We don't need to discard or redefine words that are general. Find another word for crossdressers with feminine internal identities as opposed to crossdressers who dress for pleasure, if it's important for you to distinguish between them (*see below). Transgender is taken - it's the umbrella term.

* I think that's what this is all about: those that are driven to dress by their internal feminine identity don't want to be associated (under an umbrella) with those who dress for sexual pleasure.

There already is another word that does describe the difference..The issue is that a majority of people here can not accept that just because there is a **Group with the same name as the umbrella term** we all should fit into that definition and swear by it ..Not true! That's what it's all about ..

Kathy Smith
06-13-2013, 12:34 PM
I don't know if I'm TG or not. I don't care either. Labels are for other people to worry about, not me. :)
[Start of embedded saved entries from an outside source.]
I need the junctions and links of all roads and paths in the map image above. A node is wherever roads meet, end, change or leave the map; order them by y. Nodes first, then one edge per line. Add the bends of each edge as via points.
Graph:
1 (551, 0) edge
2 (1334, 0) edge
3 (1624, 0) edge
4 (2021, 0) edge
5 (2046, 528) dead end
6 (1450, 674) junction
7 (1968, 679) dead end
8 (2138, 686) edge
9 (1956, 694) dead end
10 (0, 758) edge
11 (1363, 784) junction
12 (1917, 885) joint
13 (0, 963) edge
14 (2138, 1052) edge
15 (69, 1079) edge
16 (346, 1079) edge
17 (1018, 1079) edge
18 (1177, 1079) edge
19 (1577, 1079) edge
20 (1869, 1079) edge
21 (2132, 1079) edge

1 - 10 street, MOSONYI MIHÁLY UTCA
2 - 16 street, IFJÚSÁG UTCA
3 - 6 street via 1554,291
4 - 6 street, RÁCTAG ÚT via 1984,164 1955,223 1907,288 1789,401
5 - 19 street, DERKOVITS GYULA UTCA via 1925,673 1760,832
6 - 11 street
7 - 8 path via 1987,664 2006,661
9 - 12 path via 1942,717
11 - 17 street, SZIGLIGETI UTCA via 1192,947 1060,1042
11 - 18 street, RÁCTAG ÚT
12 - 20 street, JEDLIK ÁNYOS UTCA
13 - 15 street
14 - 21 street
I know I don't want my body changing to something like female - my brain says I'm male. I think. I don't think I've ever been female so I can't be sure. How can I say whether I've had/got feminine feelings when I've never definitely been someone that has them? :D

I know I like to crossdress.

That's enough for me. lol

ReineD
06-13-2013, 02:01 PM
No one here is in argumet over an umbrella but plenty are over the name..There is already a group under the "Trans Gender" name..
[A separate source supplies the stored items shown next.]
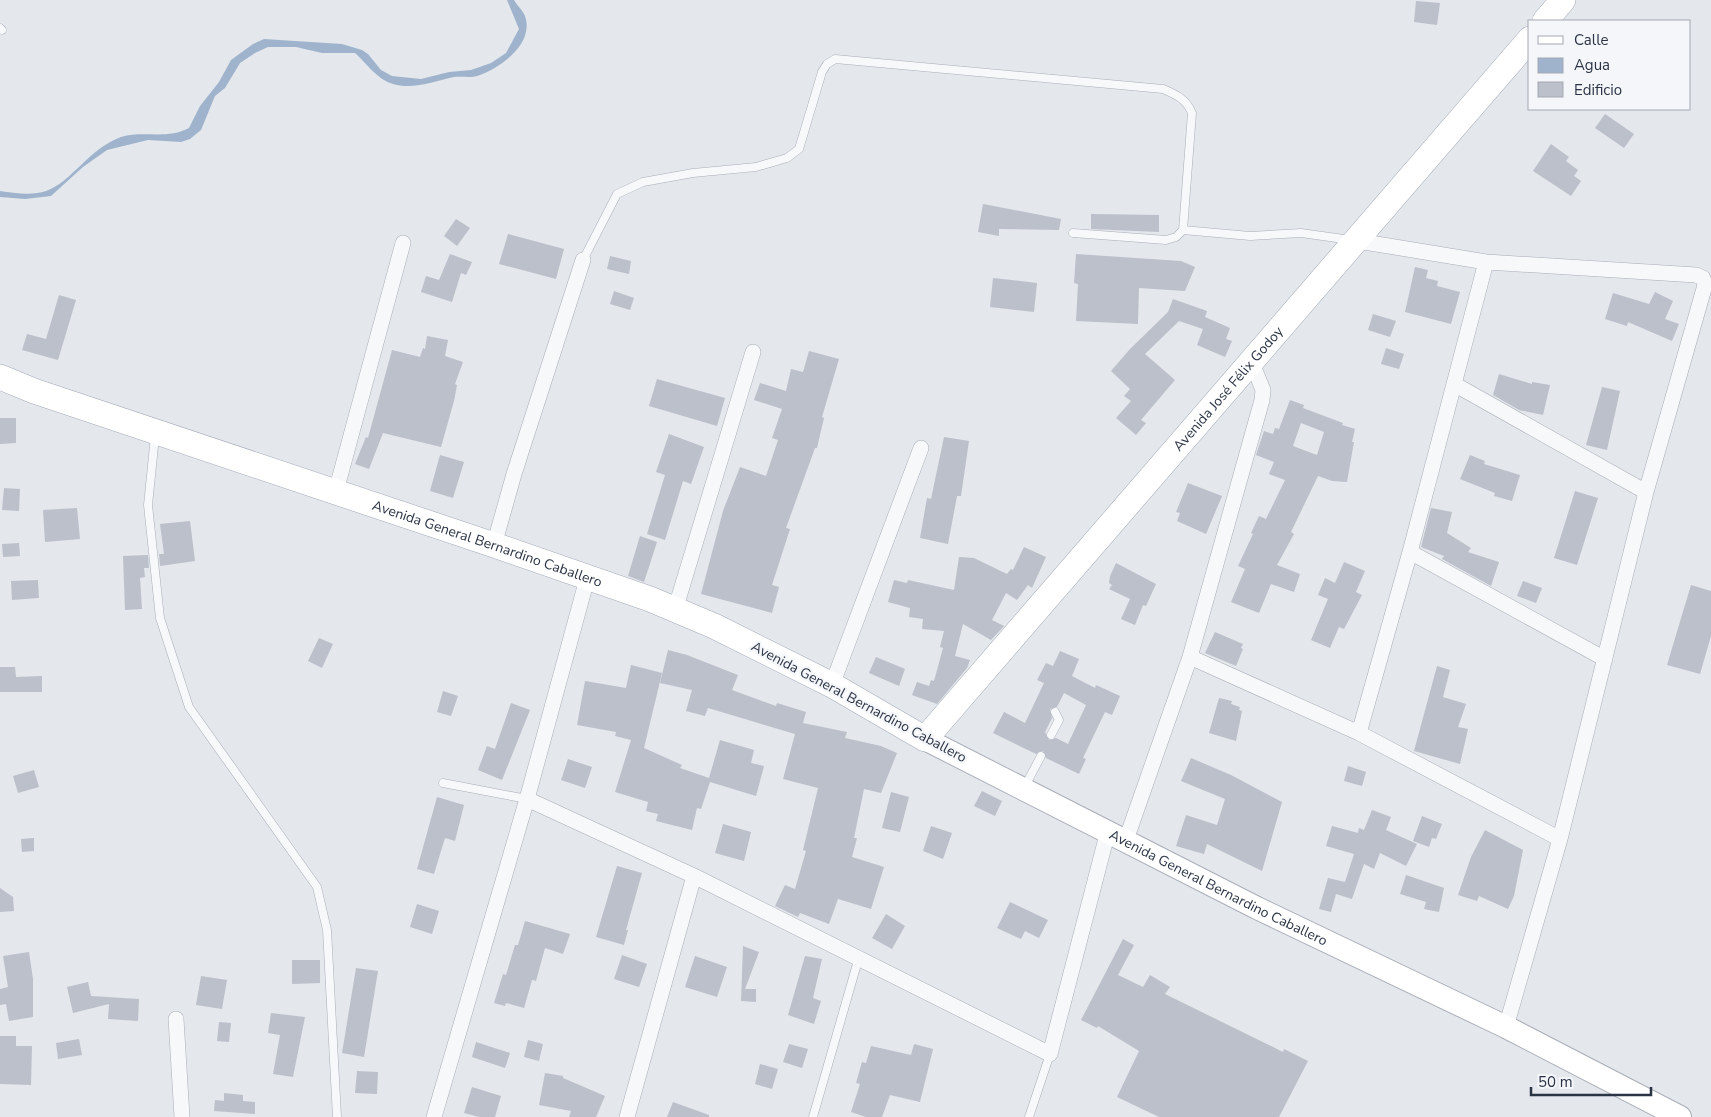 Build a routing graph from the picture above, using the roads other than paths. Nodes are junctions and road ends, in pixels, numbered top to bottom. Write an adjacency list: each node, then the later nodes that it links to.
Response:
1 (1563, 0): 2 (main road)
2 (1546, 20)
3 (1528, 41): 6 (main road, Avenida José Félix Godoy)
4 (1183, 230): 5 (lane); 6 (lane); 8 (lane)
5 (1073, 233)
6 (1358, 241): 9 (street); 11 (main road, Avenida José Félix Godoy)
7 (403, 243): 16 (street)
8 (584, 260): 18 (street)
9 (1486, 262): 13 (street); 17 (street)
10 (753, 352): 21 (street)
11 (1252, 363): 22 (street); 28 (main road, Avenida José Félix Godoy)
12 (0, 377): 14 (main road, Avenida General Bernardino Caballero)
13 (1454, 384): 17 (street); 19 (street)
14 (155, 431): 16 (main road, Avenida General Bernardino Caballero); 41 (lane)
15 (921, 448): 24 (street)
16 (336, 491): 18 (main road, Avenida General Bernardino Caballero)
17 (1646, 492): 23 (street)
18 (494, 544): 20 (main road, Avenida General Bernardino Caballero)
19 (1410, 552): 23 (street); 26 (street)
20 (587, 579): 21 (main road, Avenida General Bernardino Caballero); 32 (street)
21 (675, 610): 24 (main road, Avenida General Bernardino Caballero)
22 (1190, 657): 26 (street); 33 (street)
23 (1605, 659): 34 (street)
24 (832, 685): 28 (main road, Avenida General Bernardino Caballero)
25 (1055, 712): 27 (lane)
26 (1359, 733): 34 (street)
27 (1051, 735)
28 (926, 739): 31 (main road, Avenida General Bernardino Caballero)
29 (1041, 756): 31 (lane)
30 (443, 783): 32 (lane)
31 (1024, 788): 33 (main road, Avenida General Bernardino Caballero)
32 (526, 799): 35 (street); 42 (street)
33 (1117, 835): 38 (main road, Avenida General Bernardino Caballero); 39 (street)
34 (1560, 839): 38 (street)
35 (694, 876): 36 (street); 43 (street)
36 (859, 957): 39 (street); 44 (lane)
37 (176, 1019): 40 (street)
38 (1506, 1028): 46 (main road, Avenida General Bernardino Caballero)
39 (1050, 1054): 45 (lane)
40 (182, 1117)
41 (337, 1117)
42 (434, 1117)
43 (627, 1117)
44 (813, 1117)
45 (1029, 1117)
46 (1680, 1117)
Some years ago, when stories about transitioning transsexuals began to make it into the news, and when there were more stories about young children with parents who supported their transsexualism, the news media began not using the term "transsexual" in favor of the term "transgender", I'm assuming in order to distance the topic from the word "sexual". It is at this point, I believe, that some of the gender non-conformists (or CDers, or any of the words I listed before), began to call themselves Transgender too. They also wanted to distance themselves from the word "sexual" since we do live in a society that still has significant conservative, puritanical, or religious pockets.

This is why the term "Transgender" can never be more than ambiguous. Too many different people are using it and even if a few people that you know use it whom you believe are in between the reasons that you crossdress and the reasons that transsexuals transition, it doesn't mean that the word describes it's very own level of gender dysphoria.

Speaking of just TSs though, the term "transsexual" in our community (people in the mainstream still have no clue) does accurately describe someone who wants to permanently change their secondary sexual characteristics (beard, breasts, skin, muscle mass, etc) and primary sexual characteristics (genitalia) in accordance with their gender identity.

Actually, if you want to use accurate terms to describe the various levels of transgender, Dr. Harry Benjamin came up with a scale, from Type I to Type VI back in the 1960s that is still rather relevant today:

http://harrychart.goiar.f-m.fm/Original/OriginalChart.jpg

You can substitute the word "transvestite" for "crossdresser" if you wish. The first is Latin based and the latter, English.

Lorileah
06-13-2013, 02:57 PM
we are not starting another thread about how different people define terms...this is getting very monotonous.